We're getting deadlock error messages in the production database logs
during times of inactivity, where the only other thing using the
database (we think) is the every-15-minutes pg_dump process. There
are still database connections up-and-running from unused Hibernate
Java processes, but they Shouldn't Be doing anything (and shouldn't
be holding locks, etc).
The deadlock error message looks like this:
ERROR: deadlock detected
DETAIL: Process 1120 waits for ShareLock on transaction 5847116;
blocked by process 1171.
Process 1171 waits for ExclusiveLock on tuple (6549,28) of relation
37637 of database 37574; blocked by process 1120.
Relation 37636 is the users table (schema attached).

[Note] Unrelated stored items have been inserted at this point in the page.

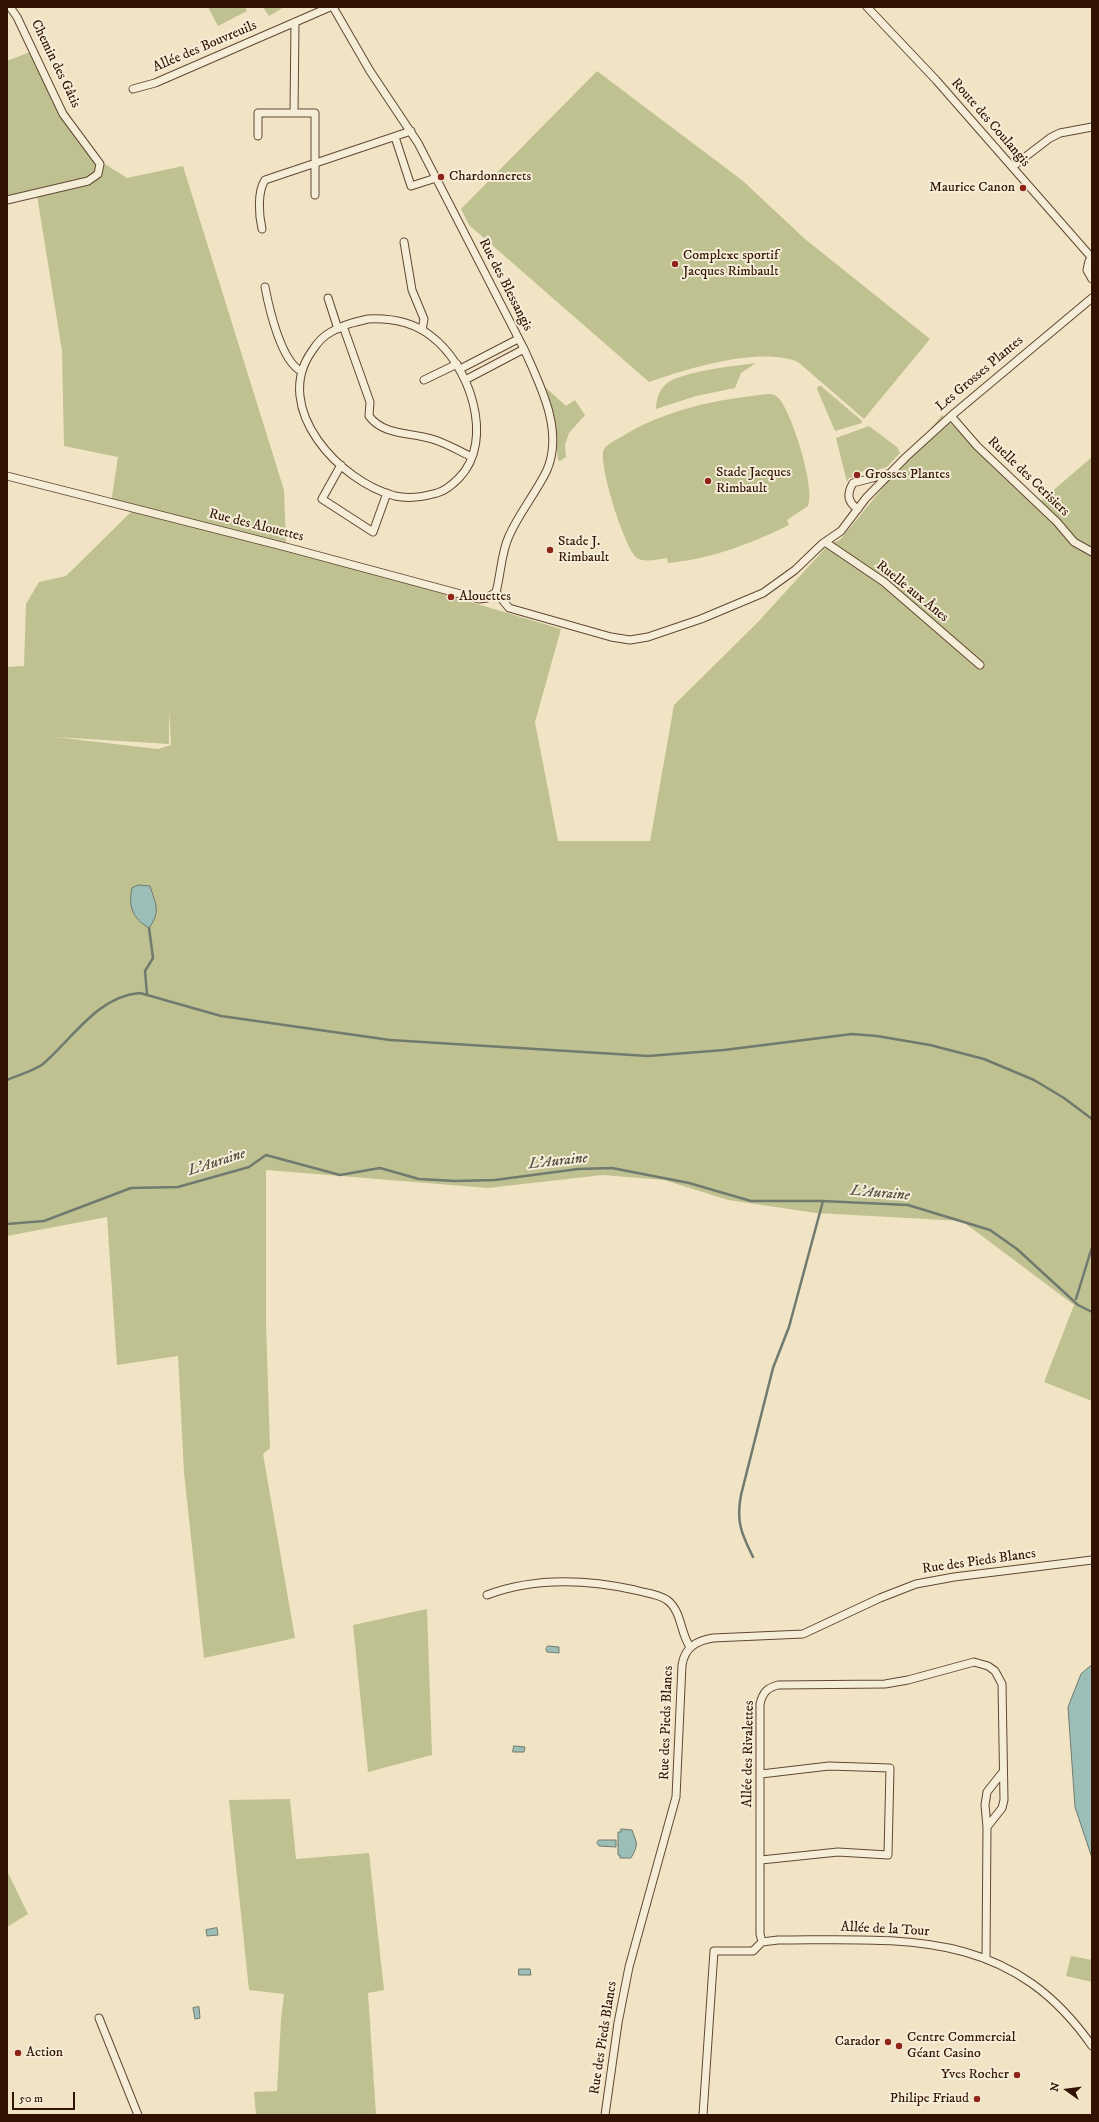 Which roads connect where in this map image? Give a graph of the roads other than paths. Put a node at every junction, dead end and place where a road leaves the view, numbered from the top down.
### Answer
1 (10, 7) edge
2 (331, 7) edge
3 (867, 7) edge
4 (295, 22) junction
5 (133, 89) dead end
6 (294, 113) junction
7 (1092, 128) edge
8 (411, 131) junction
9 (258, 136) dead end
10 (395, 137) junction
11 (315, 163) junction
12 (1012, 168) junction
13 (436, 178) junction
14 (315, 196) dead end
15 (7, 200) edge
16 (262, 229) dead end
17 (404, 242) dead end
18 (1092, 258) edge
19 (1092, 279) edge
20 (265, 287) dead end
21 (1092, 291) edge
22 (328, 298) dead end
23 (1091, 299) edge
24 (340, 327) junction
25 (422, 330) junction
26 (518, 339) junction
27 (524, 349) junction
28 (458, 367) junction
29 (301, 371) junction
30 (424, 380) dead end
31 (465, 380) junction
32 (951, 416) junction
33 (472, 458) junction
34 (341, 465) junction
35 (891, 473) junction
36 (7, 476) edge
37 (387, 493) junction
38 (858, 509) junction
39 (825, 542) junction
40 (1092, 552) edge
41 (496, 592) junction
42 (980, 665) dead end
43 (1092, 1560) edge
44 (487, 1595) dead end
45 (690, 1646) junction
46 (1002, 1773) junction
47 (760, 1774) junction
48 (987, 1827) junction
49 (761, 1860) junction
50 (762, 1942) junction
51 (986, 1958) junction
52 (99, 2018) dead end
53 (1092, 2046) edge
54 (138, 2115) edge
55 (605, 2115) edge
56 (703, 2115) edge

1 - 15 street, Chemin des Gâtis
2 - 4 street, Allée des Bouvreuils
2 - 8 street, Rue des Blessangis
3 - 12 street, Route des Coulangis
4 - 5 street, Allée des Bouvreuils
4 - 6 street
6 - 9 street
6 - 11 street
7 - 12 street
8 - 10 street
8 - 13 street, Rue des Blessangis
10 - 11 street
10 - 13 street
11 - 14 street
11 - 16 street
12 - 18 street, Route des Coulangis
13 - 26 street, Rue des Blessangis
17 - 25 street
18 - 19 street
20 - 29 street
21 - 23 street
22 - 24 street
23 - 32 street, Les Grosses Plantes
24 - 25 street
24 - 29 street
24 - 33 street
25 - 28 street
26 - 27 street, Rue des Blessangis
26 - 28 street
27 - 31 street
27 - 41 street, Rue des Blessangis
28 - 30 street
28 - 31 street
29 - 34 street
31 - 33 street
32 - 35 street, Les Grosses Plantes
32 - 40 street, Ruelle des Cerisiers
33 - 37 street
34 - 37 street
34 - 37 street
35 - 38 street, Les Grosses Plantes
35 - 38 street
36 - 41 street, Rue des Alouettes
38 - 39 street, Les Grosses Plantes
39 - 41 street, Les Grosses Plantes
39 - 42 street, Ruelle aux Ânes
43 - 45 street, Rue des Pieds Blancs
44 - 45 street
45 - 55 street, Rue des Pieds Blancs
46 - 47 street, Allée des Rivalettes
46 - 48 street
46 - 48 street, Allée des Rivalettes
47 - 49 street, Allée des Rivalettes
47 - 49 street
48 - 51 street
49 - 50 street, Allée des Rivalettes
50 - 51 street, Allée de la Tour
50 - 56 street
51 - 53 street, Allée de la Tour
52 - 54 street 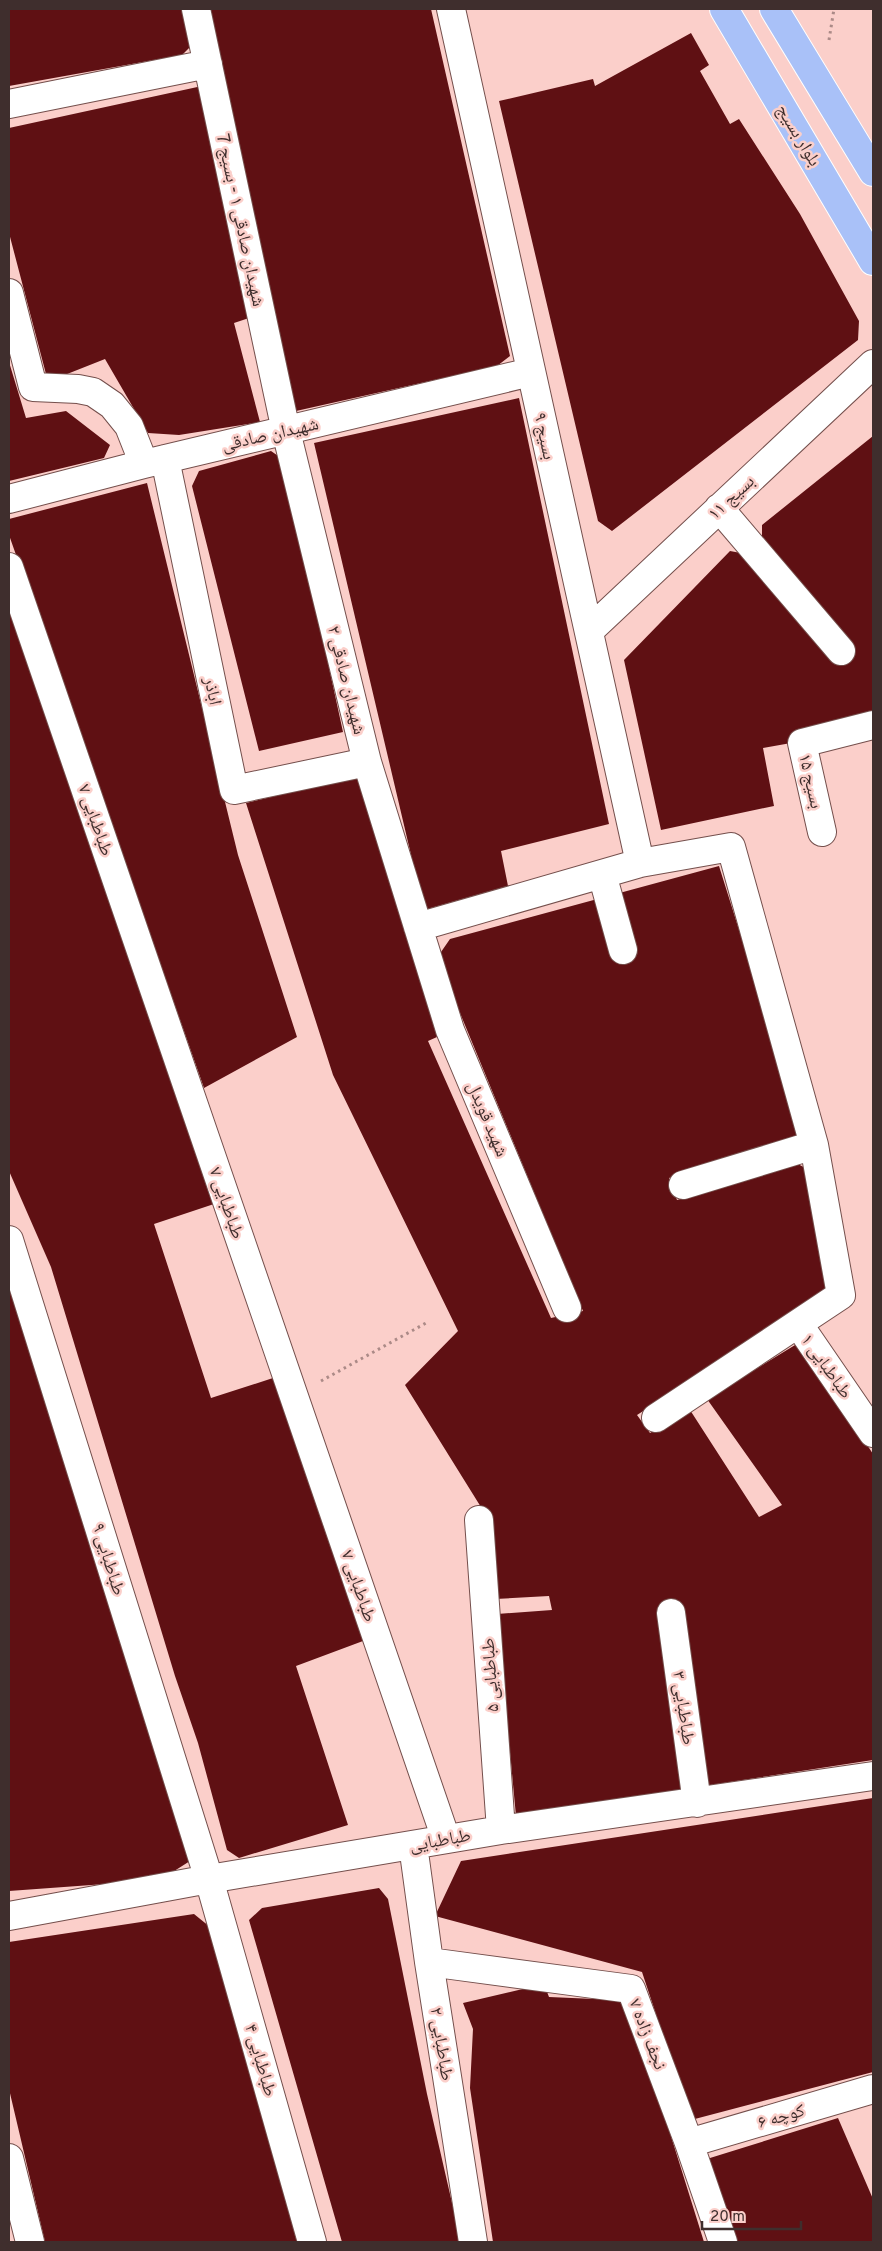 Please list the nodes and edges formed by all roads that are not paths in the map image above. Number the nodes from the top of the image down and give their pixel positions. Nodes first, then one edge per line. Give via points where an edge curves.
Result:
1 (196, 9) edge
2 (451, 9) edge
3 (724, 9) edge
4 (774, 9) edge
5 (208, 64) junction
6 (9, 104) edge
7 (873, 172) edge
8 (873, 261) edge
9 (9, 293) edge
10 (873, 364) edge
11 (531, 372) junction
12 (286, 431) junction
13 (154, 461) junction
14 (9, 499) edge
15 (719, 508) junction
16 (9, 567) edge
17 (589, 632) junction
18 (841, 651) dead end
19 (873, 725) edge
20 (367, 762) junction
21 (822, 832) dead end
22 (640, 863) junction
23 (602, 874) junction
24 (418, 927) junction
25 (623, 950) dead end
26 (814, 1145) junction
27 (683, 1185) dead end
28 (9, 1240) edge
29 (567, 1308) dead end
30 (799, 1324) junction
31 (656, 1418) dead end
32 (873, 1433) edge
33 (479, 1520) dead end
34 (671, 1613) dead end
35 (873, 1776) edge
36 (697, 1803) junction
37 (501, 1830) junction
38 (446, 1839) junction
39 (413, 1845) junction
40 (210, 1879) junction
41 (9, 1916) edge
42 (429, 1962) junction
43 (871, 2096) edge
44 (689, 2143) junction
45 (9, 2158) edge
46 (30, 2242) edge
47 (312, 2242) edge
48 (473, 2242) edge
49 (723, 2242) edge

1 - 5 street, شهیدان صادقی ۱ - بسیج 7
2 - 11 street, بسیج ۹
3 - 8 main road, بلوار بسیج
4 - 7 main road
5 - 6 street
5 - 12 street, شهیدان صادقی ۱ - بسیج 7
9 - 13 street via 33,387 93,392 112,405
10 - 15 street, بسیج ۱۱
11 - 12 street, شهیدان صادقی
11 - 17 street, بسیج ۹
12 - 13 street, شهیدان صادقی
12 - 20 street, شهیدان صادقی ۲
13 - 14 street, شهیدان صادقی
13 - 20 street, اباذر via 234,790
15 - 17 street, بسیج ۱۱
15 - 18 street
16 - 38 street, طباطبایی ۷
17 - 22 street, بسیج ۹
19 - 21 street, بسیج ۱۵ via 802,743
20 - 24 street, شهیدان صادقی ۲
22 - 23 street
22 - 26 street via 731,847
23 - 24 street
23 - 25 street
24 - 29 street, شهید قویدل via 450,1030
26 - 27 street
26 - 30 street via 841,1295
28 - 40 street, طباطبایی ۹
30 - 31 street
30 - 32 street, طباطبایی ۱
33 - 37 street, طباطبایی ۵
34 - 36 street, طباطبایی ۳
35 - 36 street, طباطبایی
36 - 37 street, طباطبایی
37 - 38 street, طباطبایی
38 - 39 street, طباطبایی
39 - 40 street, طباطبایی
39 - 42 street, طباطبایی ۲
40 - 41 street, طباطبایی
40 - 47 street, طباطبایی ۴
42 - 44 street, نجف زاده ۷ via 631,1988
42 - 48 street, طباطبایی ۲
43 - 44 street, کوچه ۶
44 - 49 street, نجف زاده ۷
45 - 46 street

Process 1120 was running an UPDATE query and changing a single row in
the users table. The users table does have foreign keys to 4 other
tables. Is it possible that those foreign key constraints acquire
locks in a different order than pg_dump (as it's SELECTing from the
tables), and it's hitting at *just* the right time to cause a deadlock?
I've tried to reproduce it on a test machine by running pgbench
(after adding foreign keys to the pgbench tables) and pg_dump in
tight loops in two concurrent shell scripts, but no deadlock.
Any ideas on how to track this down?
Under what conditions does a process acquire a ShareLock on another
transaction?
Thanks!
- Chris